Report only how many lines in the material contain "paths".
━━ RECORDS SHOWN ━━
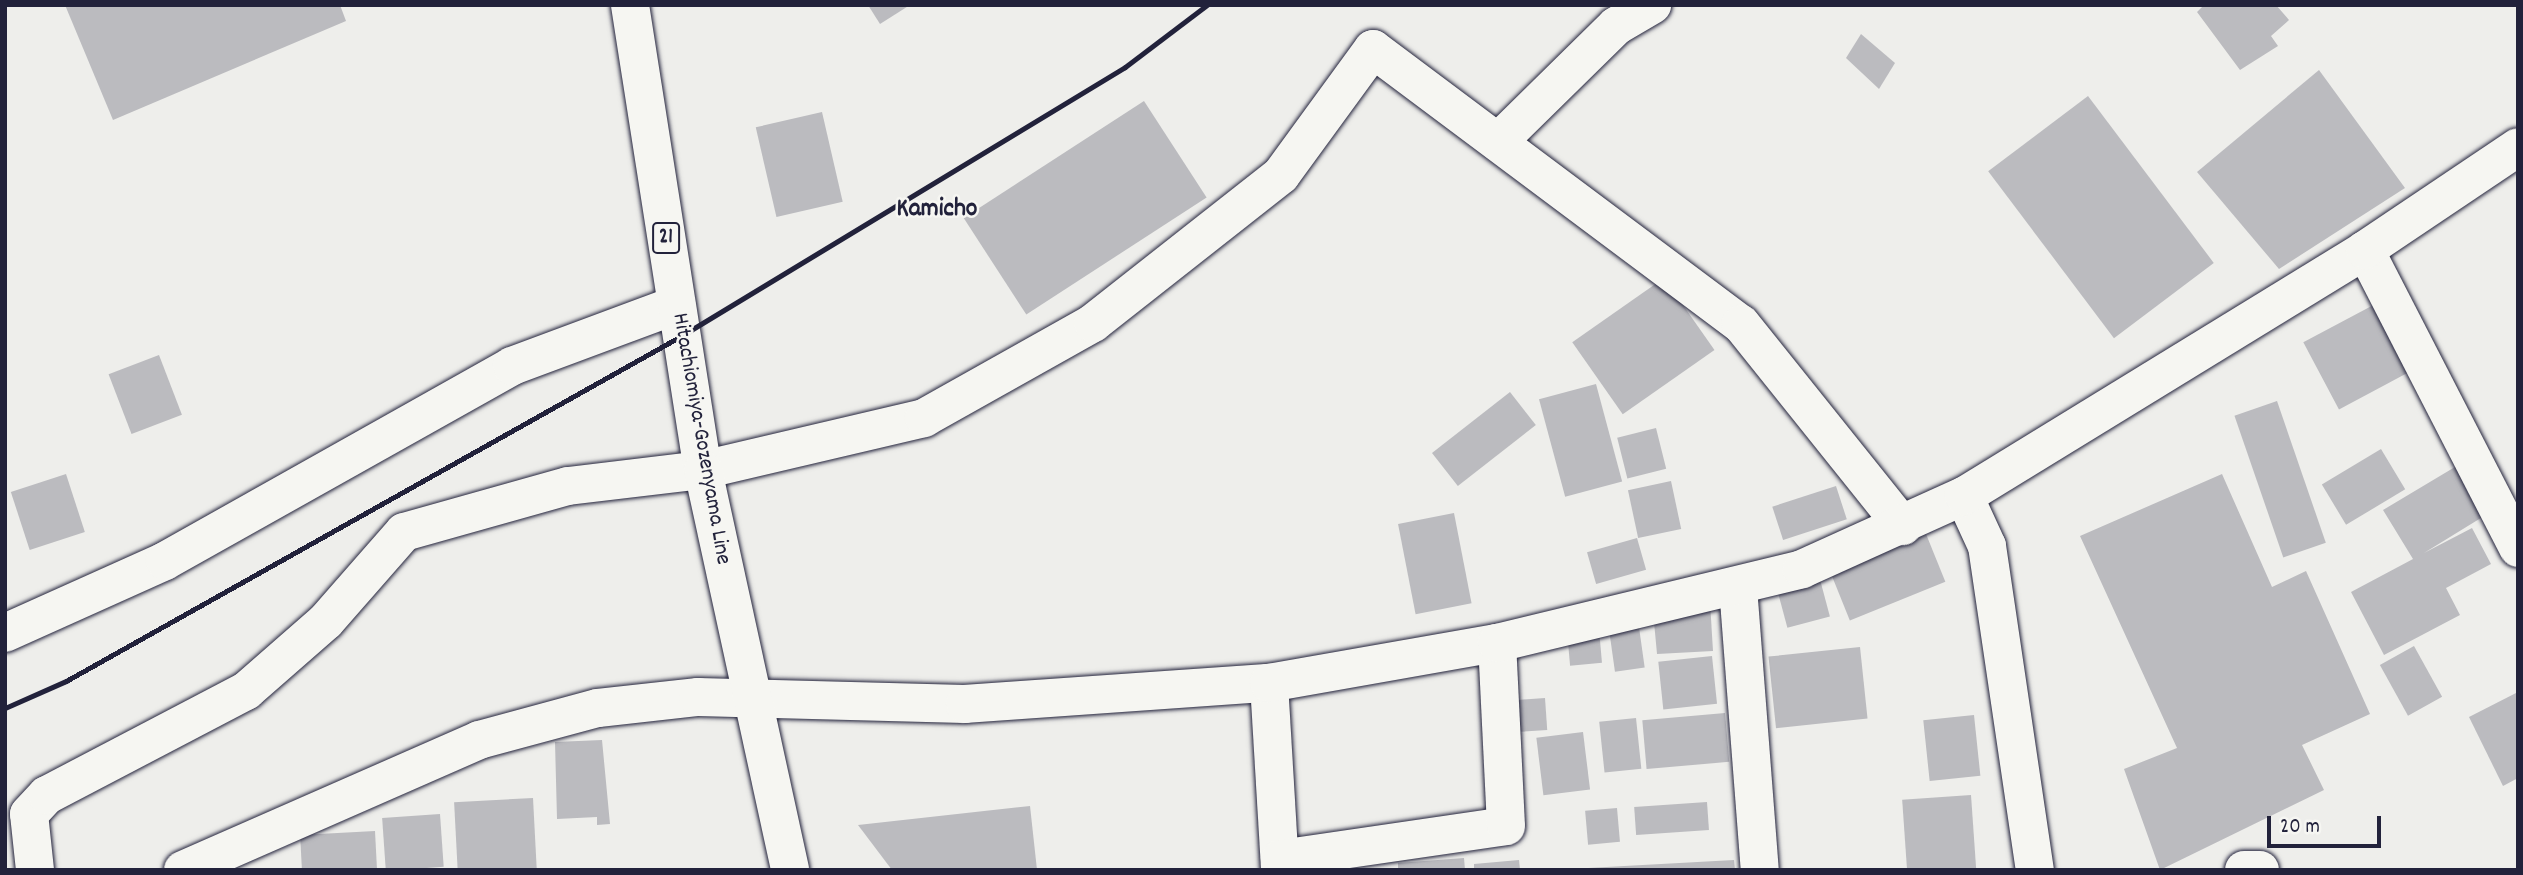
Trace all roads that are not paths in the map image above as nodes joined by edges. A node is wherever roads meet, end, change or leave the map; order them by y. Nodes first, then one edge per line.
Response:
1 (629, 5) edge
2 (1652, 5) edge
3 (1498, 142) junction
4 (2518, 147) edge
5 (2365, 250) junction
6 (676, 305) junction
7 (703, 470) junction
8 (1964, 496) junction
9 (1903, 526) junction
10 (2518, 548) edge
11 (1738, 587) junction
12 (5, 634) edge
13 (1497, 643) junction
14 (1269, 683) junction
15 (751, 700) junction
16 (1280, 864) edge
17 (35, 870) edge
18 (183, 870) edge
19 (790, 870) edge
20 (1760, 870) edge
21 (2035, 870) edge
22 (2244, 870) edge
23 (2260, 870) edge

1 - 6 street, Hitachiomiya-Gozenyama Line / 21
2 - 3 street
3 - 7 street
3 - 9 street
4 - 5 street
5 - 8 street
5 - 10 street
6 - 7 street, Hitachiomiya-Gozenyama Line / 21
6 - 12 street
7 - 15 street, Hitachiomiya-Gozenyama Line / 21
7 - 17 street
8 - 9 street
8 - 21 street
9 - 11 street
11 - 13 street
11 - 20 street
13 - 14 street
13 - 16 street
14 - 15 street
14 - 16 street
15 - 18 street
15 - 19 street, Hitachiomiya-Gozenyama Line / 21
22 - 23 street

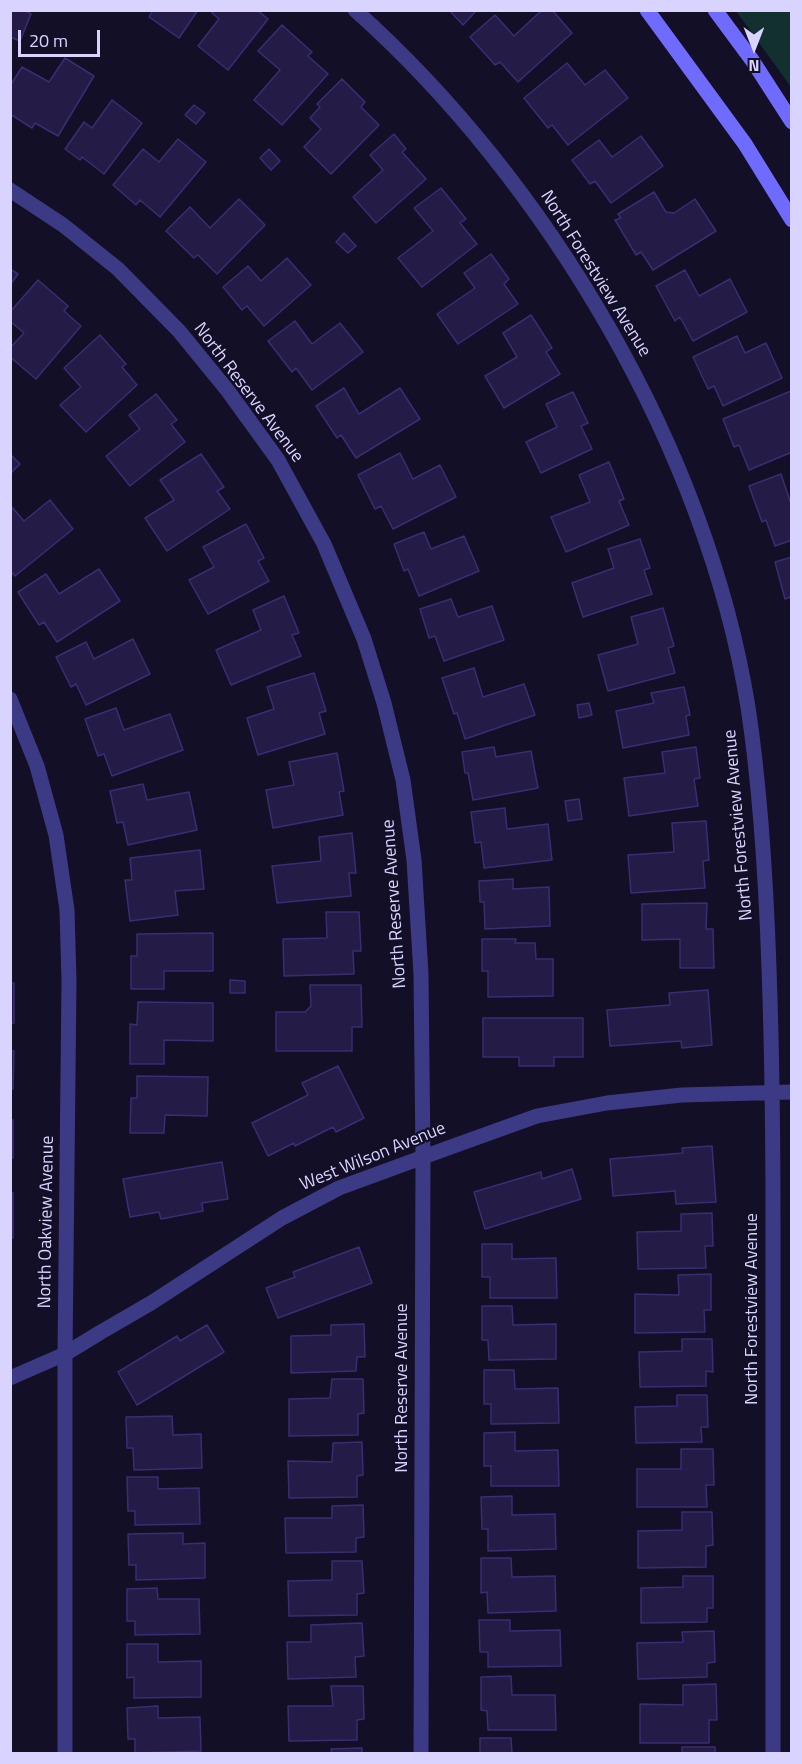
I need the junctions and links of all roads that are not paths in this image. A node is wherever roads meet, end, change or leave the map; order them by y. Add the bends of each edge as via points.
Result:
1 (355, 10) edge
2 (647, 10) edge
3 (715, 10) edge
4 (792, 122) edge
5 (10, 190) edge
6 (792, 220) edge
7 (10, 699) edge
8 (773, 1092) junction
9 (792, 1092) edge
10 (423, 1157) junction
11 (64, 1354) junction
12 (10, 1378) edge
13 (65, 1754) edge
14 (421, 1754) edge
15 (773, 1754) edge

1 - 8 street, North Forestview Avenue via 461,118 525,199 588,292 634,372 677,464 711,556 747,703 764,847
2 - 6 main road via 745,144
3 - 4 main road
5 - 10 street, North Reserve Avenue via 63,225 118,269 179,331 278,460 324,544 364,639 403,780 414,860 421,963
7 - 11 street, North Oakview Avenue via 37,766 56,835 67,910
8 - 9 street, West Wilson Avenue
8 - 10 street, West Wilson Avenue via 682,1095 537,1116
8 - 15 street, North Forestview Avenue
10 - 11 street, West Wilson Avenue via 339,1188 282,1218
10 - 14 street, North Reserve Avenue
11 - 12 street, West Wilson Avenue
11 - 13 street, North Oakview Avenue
━━━
→ **SOLUTION TO THIS EXERCISE**: 2